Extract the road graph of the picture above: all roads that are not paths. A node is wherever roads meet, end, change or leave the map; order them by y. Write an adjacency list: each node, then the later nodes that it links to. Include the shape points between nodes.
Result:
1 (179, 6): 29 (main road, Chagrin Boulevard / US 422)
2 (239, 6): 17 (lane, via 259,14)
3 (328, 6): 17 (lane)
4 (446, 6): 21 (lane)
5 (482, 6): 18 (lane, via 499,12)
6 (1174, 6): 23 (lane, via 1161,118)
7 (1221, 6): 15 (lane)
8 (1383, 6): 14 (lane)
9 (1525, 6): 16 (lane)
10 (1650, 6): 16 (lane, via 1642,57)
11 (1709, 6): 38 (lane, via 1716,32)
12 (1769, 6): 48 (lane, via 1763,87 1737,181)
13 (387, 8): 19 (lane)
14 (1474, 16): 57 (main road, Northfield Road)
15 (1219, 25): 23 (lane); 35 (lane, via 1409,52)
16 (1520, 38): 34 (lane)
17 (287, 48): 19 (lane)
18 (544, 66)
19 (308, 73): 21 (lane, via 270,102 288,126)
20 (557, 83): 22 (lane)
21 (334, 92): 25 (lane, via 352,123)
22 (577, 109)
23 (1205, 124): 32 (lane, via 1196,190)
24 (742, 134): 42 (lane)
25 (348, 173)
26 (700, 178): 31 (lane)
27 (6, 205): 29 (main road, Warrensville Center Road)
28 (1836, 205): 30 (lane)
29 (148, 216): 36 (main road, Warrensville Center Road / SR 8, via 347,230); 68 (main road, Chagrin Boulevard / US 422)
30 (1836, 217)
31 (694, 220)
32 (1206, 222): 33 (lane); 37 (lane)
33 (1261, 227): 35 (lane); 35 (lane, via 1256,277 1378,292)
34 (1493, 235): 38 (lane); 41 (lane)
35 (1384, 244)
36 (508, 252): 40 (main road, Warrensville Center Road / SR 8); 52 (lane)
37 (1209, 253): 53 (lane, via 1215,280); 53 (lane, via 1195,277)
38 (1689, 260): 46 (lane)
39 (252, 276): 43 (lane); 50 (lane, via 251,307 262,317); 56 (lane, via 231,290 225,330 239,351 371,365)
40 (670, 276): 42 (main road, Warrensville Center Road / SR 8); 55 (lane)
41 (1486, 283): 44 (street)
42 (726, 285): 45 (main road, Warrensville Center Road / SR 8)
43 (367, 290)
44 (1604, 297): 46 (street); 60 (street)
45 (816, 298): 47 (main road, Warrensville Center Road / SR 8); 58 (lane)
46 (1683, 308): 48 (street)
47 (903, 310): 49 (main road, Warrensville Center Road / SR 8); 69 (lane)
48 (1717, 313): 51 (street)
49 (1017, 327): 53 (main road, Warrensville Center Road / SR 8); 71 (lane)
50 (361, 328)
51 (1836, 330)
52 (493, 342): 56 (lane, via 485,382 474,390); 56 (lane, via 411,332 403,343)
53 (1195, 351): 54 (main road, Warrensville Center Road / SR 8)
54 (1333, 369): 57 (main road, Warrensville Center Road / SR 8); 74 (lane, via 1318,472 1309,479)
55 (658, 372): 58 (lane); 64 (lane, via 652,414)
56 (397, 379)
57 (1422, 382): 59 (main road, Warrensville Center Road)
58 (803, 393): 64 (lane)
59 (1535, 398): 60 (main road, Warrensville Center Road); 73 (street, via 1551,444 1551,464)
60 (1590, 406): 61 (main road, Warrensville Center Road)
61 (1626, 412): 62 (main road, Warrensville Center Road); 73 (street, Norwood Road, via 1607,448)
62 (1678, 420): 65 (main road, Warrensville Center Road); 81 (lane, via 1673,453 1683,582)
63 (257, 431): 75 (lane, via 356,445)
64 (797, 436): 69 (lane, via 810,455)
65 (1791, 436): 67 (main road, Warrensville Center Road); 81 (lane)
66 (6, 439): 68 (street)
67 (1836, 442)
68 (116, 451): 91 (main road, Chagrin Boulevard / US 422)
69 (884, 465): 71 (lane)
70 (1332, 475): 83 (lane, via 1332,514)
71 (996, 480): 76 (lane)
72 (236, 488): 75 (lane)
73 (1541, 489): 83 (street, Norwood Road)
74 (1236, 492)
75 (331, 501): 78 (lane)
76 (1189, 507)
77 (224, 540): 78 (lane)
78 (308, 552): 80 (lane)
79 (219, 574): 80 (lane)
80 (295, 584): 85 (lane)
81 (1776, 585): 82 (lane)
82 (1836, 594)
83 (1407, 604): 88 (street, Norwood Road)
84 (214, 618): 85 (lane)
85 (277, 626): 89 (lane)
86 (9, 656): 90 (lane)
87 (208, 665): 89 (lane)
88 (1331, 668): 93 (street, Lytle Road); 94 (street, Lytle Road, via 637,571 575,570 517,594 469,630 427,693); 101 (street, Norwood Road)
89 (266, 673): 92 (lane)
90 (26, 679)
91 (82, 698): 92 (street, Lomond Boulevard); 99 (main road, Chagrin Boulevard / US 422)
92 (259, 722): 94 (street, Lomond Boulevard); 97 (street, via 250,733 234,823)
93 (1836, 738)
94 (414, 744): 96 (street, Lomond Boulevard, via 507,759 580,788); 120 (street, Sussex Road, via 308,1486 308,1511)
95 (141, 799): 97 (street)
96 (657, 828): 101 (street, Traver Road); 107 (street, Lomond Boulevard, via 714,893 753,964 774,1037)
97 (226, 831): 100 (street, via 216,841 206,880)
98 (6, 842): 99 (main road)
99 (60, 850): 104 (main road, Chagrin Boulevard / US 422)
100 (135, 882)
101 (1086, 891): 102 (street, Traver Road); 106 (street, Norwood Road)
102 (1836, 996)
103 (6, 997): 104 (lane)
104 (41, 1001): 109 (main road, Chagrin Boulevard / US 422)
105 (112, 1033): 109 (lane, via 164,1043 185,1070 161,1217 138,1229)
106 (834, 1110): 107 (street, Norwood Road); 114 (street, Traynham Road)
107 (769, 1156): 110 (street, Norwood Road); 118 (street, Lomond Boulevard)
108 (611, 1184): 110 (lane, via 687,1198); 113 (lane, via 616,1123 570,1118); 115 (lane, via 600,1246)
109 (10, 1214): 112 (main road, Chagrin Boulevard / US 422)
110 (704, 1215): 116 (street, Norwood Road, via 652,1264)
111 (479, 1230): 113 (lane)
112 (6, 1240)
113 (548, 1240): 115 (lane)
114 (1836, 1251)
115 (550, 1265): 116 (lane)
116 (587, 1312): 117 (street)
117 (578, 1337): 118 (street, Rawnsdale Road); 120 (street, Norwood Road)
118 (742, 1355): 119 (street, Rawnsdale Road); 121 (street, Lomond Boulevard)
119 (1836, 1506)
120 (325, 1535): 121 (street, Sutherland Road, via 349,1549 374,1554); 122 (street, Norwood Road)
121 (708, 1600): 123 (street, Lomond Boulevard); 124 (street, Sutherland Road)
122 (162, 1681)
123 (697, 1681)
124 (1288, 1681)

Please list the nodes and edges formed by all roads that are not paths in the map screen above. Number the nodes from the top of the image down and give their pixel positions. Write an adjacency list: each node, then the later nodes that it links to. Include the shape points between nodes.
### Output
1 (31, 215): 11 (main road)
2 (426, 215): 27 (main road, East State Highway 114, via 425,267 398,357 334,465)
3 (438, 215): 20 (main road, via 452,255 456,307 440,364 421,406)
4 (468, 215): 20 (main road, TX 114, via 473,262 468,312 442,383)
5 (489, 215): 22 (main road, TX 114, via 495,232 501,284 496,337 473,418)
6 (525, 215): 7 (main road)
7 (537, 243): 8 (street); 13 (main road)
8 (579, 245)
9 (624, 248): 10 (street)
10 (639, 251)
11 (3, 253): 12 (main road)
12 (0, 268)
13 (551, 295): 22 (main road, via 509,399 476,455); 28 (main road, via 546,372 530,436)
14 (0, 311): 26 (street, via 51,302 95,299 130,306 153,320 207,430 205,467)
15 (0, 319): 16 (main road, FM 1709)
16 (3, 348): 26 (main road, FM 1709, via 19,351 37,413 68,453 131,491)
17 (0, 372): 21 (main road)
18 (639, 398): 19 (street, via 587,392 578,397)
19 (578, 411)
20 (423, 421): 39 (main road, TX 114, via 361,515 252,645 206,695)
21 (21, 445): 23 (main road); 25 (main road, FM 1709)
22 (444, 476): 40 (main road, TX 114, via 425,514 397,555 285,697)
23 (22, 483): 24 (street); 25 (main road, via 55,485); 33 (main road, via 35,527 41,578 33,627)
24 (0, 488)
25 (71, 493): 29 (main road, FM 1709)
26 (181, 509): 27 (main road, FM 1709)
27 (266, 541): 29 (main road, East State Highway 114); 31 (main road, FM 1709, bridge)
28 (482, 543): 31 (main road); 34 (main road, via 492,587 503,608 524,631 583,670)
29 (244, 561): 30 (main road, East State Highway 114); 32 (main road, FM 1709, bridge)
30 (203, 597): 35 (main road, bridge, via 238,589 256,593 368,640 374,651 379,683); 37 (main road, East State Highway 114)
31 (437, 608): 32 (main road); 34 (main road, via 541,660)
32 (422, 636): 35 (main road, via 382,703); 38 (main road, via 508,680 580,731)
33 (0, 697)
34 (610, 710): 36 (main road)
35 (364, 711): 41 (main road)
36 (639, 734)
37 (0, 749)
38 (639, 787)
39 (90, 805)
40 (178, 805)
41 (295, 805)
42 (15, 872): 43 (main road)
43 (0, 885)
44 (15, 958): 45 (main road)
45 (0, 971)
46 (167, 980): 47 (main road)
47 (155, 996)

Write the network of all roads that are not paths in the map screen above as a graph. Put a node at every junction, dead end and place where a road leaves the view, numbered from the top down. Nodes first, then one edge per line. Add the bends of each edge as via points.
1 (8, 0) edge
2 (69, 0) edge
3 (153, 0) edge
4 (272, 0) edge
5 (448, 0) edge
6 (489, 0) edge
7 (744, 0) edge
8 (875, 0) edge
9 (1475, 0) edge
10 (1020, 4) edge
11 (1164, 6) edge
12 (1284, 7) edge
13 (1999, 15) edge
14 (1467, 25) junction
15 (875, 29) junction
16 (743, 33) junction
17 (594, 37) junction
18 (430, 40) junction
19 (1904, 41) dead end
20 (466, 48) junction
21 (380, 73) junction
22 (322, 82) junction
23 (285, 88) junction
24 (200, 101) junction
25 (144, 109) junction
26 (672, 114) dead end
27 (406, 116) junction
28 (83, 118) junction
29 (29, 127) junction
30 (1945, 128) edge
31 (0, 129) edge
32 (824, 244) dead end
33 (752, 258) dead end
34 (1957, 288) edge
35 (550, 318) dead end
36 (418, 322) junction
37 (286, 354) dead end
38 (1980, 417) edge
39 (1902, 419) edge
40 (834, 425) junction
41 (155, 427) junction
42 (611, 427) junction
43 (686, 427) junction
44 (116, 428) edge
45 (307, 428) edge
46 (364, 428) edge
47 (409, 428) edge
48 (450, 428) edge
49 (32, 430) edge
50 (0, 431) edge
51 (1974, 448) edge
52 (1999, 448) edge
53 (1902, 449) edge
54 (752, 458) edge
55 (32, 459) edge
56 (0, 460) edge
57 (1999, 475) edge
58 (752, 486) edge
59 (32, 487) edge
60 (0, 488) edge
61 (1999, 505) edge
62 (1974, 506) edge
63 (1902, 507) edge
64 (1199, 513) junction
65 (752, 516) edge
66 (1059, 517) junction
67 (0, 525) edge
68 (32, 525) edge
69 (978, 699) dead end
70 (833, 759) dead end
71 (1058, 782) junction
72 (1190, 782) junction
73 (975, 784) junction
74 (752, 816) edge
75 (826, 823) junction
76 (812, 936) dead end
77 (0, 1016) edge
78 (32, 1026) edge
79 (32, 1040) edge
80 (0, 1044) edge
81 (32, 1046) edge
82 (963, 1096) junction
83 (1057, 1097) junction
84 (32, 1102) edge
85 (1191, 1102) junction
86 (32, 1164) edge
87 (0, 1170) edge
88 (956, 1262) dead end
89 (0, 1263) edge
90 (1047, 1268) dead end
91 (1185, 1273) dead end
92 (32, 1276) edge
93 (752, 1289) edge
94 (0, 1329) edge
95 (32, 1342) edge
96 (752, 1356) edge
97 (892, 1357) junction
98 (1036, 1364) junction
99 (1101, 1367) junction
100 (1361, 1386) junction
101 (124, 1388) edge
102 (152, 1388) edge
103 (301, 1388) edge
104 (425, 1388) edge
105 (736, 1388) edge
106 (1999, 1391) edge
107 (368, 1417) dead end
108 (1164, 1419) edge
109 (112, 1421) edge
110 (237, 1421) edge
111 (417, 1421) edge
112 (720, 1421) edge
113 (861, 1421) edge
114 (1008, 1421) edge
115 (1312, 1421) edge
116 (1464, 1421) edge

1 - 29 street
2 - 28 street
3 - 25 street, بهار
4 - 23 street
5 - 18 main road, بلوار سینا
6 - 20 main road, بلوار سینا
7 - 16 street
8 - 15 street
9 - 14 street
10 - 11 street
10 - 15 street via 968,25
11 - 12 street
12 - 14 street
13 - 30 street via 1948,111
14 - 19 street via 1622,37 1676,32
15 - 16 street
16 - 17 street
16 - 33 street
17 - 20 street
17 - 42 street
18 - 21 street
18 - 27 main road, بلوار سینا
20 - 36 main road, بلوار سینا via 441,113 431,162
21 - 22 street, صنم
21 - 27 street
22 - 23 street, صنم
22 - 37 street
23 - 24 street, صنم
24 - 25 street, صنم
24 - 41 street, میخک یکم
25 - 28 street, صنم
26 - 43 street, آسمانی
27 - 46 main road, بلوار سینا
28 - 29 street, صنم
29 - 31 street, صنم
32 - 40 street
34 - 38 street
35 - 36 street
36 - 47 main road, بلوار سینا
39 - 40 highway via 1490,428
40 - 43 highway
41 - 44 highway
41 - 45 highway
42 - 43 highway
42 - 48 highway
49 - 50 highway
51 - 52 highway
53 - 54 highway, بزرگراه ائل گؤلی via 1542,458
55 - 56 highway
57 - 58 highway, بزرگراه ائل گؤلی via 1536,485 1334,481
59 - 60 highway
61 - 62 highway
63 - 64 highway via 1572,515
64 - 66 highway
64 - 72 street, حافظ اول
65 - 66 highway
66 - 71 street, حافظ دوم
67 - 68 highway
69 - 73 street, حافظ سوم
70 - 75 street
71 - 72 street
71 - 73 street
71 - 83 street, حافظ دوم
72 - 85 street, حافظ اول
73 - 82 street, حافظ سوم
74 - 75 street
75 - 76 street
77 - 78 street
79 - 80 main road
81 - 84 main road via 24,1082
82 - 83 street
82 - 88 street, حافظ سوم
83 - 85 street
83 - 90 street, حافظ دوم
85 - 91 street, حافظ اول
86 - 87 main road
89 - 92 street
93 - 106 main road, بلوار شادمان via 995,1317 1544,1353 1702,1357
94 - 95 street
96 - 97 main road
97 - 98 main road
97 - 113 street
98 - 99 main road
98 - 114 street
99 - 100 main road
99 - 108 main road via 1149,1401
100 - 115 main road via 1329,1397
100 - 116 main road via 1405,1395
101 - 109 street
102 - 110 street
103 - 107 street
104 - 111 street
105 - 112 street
+ + +
[Required work] Find the word "East" in the listing and copy each line that contains it.

[Response area]
2 (426, 215): 27 (main road, East State Highway 114, via 425,267 398,357 334,465)
27 (266, 541): 29 (main road, East State Highway 114); 31 (main road, FM 1709, bridge)
29 (244, 561): 30 (main road, East State Highway 114); 32 (main road, FM 1709, bridge)
30 (203, 597): 35 (main road, bridge, via 238,589 256,593 368,640 374,651 379,683); 37 (main road, East State Highway 114)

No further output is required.